8. Mr. Johnson subsequently filed a pro se notice of appeal. On December
9, 2014, the trial court subsequently appointed the undersigned counsel to represent
Mr. Johnson with his DNA testing appeal. SCRJan p. 3.
9. Appellant’s Appellate Brief is now timely filed if submitted on or before
May 20, 2015.
2
ISSUE PRESENTED
I. There are no issues presented for review. This is a brief filed pursuant to
Anders v. California, 386 U.S. 738, 18 L.Ed.2d 493, 87 S.Ct. 1397 (1967).
Appellate counsel is contemporaneously filing a motion to withdraw.
3
STATEMENT OF FACTS
Appellant is appealing again the denial of his most recent motion for DNA
testing. On April 28, 2014, the State filed its findings of fact and motion denying
DNA testing. The State asked the trial court to deny testing because of the lack of
available evidence for testing. Most notably, this is the exact same ground for the
requested denial of testing that was cited in this Court’s earlier opinion issued on
March 29, 2007, and cited earlier in this document. See Johnson v. State, No. 14-06-
00317-CR (Tex.App. - Houston [14th Dist.] 2007)(unpub.op.). On May 2, 2014, the
trial court signed its order granting the State’s motion for denial of DNA testing.

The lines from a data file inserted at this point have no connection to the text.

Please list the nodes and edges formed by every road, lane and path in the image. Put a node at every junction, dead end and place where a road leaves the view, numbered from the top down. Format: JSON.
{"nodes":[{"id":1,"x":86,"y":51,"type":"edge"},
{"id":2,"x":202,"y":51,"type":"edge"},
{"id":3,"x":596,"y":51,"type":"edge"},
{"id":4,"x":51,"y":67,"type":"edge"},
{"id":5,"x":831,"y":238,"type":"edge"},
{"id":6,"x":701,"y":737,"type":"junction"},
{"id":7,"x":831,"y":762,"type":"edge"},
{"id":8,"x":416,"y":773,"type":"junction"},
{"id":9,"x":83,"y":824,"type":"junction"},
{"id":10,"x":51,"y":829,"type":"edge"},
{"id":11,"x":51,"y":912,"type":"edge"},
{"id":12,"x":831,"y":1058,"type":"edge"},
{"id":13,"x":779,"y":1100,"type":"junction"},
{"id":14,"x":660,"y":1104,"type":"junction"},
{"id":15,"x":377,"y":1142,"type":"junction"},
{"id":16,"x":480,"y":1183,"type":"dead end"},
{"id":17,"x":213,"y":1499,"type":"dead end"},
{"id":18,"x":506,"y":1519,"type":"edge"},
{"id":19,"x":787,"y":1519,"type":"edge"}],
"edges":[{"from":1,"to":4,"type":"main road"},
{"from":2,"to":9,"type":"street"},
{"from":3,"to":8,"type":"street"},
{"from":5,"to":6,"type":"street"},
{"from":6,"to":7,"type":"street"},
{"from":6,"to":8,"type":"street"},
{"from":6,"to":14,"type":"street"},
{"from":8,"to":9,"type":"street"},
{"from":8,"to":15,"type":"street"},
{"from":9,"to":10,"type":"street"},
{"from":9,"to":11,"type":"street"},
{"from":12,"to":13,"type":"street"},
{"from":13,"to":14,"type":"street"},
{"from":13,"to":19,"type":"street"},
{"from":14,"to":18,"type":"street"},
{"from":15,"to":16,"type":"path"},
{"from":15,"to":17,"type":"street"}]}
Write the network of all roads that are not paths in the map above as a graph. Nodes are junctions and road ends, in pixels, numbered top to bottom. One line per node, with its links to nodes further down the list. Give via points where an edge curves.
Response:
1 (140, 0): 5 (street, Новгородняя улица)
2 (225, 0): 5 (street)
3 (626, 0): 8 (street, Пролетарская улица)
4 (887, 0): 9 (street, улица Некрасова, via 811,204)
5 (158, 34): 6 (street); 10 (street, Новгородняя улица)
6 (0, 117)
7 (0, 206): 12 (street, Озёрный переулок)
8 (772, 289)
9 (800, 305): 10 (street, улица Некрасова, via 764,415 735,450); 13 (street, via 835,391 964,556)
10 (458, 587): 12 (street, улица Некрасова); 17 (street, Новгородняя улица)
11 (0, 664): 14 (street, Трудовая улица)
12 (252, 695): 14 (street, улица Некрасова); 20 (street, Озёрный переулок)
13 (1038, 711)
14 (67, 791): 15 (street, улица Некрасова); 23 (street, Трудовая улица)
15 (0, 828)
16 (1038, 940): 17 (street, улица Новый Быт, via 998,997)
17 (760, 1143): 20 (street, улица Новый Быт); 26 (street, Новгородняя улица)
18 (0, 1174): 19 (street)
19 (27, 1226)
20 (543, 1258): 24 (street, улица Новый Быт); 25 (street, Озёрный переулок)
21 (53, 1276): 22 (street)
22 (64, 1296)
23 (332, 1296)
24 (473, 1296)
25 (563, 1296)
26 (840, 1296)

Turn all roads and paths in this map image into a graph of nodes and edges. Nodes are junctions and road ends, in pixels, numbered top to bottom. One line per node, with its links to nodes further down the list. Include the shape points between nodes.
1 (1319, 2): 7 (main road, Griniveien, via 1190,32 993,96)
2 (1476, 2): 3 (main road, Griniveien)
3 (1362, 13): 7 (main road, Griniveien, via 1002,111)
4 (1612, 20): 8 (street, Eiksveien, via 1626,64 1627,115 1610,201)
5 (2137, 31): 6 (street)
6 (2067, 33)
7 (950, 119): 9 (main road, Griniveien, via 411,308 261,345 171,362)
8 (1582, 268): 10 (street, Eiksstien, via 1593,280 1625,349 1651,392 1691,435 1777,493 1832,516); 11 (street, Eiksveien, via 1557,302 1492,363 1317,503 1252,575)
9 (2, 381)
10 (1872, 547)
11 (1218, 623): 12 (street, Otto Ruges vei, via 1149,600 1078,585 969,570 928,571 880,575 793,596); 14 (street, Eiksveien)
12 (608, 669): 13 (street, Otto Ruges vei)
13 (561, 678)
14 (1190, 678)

There is, unfortunately for Mr. Johnson, no new evidence available for testing.
The State’s affidavits clearly show there is no new evidence available for DNA
testing. The trial court made the appropriate ruling based upon the lack of available
evidence for DNA testing.
4
SUMMARY OF THE ARGUMENT
I. Whether there are any non-frivolous issues to present for review associated
with the trial court’s denial of Mr. Johnson’s second motion for post-
conviction DNA testing.
There are no non-frivolous issues to present for review related to Mr. Johnson’s
second motion for post-conviction DNA testing.
There is no evidence in the record that shows that there is any biological
evidence that can be tested for DNA. Therefore, the trial court acted properly in
denying appellant’s second DNA motion.
Appellate counsel is filing a contemporaneous motion to withdraw.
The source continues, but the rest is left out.